Listed entries: Begin
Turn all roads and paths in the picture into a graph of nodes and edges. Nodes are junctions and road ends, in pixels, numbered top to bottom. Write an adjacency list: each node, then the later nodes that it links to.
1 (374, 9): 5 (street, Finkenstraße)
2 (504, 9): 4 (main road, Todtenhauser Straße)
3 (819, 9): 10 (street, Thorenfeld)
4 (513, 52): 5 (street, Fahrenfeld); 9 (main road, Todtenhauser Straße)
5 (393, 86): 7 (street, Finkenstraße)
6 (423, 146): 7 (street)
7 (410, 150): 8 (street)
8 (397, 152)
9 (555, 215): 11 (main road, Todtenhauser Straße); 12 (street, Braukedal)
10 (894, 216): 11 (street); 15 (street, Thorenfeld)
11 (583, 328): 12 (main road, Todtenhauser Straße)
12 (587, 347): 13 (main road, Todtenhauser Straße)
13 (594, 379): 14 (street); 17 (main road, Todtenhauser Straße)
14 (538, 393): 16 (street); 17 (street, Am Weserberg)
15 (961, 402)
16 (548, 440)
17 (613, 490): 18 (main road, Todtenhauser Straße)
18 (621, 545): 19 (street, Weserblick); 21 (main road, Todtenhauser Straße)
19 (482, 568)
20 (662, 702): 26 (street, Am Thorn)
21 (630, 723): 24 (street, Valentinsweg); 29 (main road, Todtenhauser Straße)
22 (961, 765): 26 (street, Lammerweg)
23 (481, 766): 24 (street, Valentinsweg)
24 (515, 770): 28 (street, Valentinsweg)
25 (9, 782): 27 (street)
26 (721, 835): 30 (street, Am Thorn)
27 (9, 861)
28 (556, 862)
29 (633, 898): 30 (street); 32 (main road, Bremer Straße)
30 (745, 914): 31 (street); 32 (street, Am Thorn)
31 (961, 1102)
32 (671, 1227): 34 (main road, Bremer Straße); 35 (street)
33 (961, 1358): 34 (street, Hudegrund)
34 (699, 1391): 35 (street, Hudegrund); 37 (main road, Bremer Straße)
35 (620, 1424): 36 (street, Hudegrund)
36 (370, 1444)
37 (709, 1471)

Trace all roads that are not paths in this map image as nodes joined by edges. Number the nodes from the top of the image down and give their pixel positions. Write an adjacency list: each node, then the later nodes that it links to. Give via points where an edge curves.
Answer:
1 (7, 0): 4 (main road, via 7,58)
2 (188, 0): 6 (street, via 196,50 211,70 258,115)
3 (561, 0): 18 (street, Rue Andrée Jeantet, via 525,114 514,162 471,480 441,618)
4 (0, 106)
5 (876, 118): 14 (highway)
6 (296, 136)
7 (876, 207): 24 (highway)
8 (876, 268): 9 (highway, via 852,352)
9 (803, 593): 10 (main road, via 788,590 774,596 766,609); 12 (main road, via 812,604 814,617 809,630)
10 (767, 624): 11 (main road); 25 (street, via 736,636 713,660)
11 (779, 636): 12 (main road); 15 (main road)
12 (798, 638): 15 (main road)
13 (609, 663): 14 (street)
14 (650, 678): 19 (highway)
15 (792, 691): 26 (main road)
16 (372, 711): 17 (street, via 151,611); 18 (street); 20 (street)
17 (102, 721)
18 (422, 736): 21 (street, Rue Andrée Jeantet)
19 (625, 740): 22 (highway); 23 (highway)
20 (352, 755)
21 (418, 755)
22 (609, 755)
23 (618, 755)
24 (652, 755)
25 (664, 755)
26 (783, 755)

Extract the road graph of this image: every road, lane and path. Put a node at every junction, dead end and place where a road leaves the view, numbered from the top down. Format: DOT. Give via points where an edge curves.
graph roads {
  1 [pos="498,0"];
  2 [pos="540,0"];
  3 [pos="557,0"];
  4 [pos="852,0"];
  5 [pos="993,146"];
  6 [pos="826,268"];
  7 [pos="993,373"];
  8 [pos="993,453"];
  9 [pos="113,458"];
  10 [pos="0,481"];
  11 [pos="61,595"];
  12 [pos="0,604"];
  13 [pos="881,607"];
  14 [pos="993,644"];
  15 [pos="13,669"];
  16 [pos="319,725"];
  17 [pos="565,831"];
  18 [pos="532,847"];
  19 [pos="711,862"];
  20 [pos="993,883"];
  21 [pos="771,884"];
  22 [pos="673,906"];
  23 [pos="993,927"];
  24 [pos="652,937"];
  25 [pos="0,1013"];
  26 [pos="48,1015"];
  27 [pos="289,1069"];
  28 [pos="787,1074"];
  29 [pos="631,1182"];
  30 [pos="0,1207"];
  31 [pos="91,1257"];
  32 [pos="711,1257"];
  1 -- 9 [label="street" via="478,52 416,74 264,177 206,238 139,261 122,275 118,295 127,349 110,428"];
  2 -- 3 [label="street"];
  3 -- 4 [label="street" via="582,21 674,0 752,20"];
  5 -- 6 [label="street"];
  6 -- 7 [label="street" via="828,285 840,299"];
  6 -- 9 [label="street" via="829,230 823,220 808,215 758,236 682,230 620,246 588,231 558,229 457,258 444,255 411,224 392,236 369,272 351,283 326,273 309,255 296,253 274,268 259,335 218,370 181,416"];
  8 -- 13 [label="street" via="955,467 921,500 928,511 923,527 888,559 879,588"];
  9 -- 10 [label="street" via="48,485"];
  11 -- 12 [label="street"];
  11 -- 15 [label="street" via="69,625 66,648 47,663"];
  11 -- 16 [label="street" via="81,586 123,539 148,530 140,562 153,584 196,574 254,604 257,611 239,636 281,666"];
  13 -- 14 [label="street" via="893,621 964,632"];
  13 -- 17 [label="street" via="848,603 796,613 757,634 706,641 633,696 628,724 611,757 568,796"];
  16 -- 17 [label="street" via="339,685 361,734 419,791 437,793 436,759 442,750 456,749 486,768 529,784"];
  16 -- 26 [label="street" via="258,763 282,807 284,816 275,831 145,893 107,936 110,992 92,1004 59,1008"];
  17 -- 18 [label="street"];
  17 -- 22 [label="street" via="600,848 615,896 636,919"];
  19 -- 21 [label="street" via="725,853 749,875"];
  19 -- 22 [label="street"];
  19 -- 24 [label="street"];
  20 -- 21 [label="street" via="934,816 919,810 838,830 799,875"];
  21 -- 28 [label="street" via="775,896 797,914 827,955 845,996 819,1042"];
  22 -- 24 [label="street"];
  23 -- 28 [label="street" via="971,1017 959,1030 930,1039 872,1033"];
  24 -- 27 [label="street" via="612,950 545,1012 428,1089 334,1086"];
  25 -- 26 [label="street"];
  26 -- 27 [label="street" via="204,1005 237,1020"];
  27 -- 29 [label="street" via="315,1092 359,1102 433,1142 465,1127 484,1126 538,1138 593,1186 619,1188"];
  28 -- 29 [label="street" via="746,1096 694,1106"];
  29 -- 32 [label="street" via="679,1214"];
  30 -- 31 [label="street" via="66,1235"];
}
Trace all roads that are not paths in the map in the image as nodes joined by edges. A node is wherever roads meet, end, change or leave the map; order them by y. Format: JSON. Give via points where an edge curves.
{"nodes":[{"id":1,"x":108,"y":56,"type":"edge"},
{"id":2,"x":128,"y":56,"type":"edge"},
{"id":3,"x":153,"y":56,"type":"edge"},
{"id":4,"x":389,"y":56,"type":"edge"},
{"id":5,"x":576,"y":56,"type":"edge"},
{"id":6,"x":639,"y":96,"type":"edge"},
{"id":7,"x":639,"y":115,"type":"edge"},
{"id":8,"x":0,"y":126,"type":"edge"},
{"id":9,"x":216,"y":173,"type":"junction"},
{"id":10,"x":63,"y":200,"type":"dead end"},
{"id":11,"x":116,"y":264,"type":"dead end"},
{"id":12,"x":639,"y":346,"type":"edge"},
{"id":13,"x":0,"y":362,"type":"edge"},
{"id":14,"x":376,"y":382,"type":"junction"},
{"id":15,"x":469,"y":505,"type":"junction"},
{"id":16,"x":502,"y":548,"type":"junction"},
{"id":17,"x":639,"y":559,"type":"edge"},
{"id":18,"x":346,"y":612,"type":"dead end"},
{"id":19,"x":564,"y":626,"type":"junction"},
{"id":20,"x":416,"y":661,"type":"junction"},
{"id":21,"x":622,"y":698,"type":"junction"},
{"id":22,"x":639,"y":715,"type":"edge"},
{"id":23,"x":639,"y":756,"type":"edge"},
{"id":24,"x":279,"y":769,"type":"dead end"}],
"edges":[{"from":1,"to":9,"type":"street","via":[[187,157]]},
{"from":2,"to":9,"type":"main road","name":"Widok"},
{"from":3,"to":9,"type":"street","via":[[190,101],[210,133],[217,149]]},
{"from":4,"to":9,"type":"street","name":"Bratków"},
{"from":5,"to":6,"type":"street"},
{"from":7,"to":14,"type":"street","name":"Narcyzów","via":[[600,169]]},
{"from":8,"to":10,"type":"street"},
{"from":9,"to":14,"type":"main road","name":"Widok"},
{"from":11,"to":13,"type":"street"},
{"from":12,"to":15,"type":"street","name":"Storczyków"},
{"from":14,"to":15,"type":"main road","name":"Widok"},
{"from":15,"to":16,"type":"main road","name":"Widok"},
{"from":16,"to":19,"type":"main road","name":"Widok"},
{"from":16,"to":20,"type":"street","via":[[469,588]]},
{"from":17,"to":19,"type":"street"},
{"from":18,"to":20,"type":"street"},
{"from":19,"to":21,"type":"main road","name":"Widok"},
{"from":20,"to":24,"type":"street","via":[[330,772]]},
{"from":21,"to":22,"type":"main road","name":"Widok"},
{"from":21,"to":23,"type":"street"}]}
Listed entries: End
Isolate the lines above that contain the word "edges" and copy them.

Turn all roads and paths in the picture into a graph of nodes and edges. Nodes are junctions and road ends, in pixels, numbered top to bottom. Write an adjacency list: each node, then the later nodes that it links to.
Trace all roads that are not paths in this map image as nodes joined by edges. Number the nodes from the top of the image down and give their pixel positions. Write an adjacency list: each node, then the later nodes that it links to. Give via points where an edge curves.
Trace all roads that are not paths in the map in the image as nodes joined by edges. A node is wherever roads meet, end, change or leave the map; order them by y. Format: JSON. Give via points where an edge curves.
"edges":[{"from":1,"to":9,"type":"street","via":[[187,157]]},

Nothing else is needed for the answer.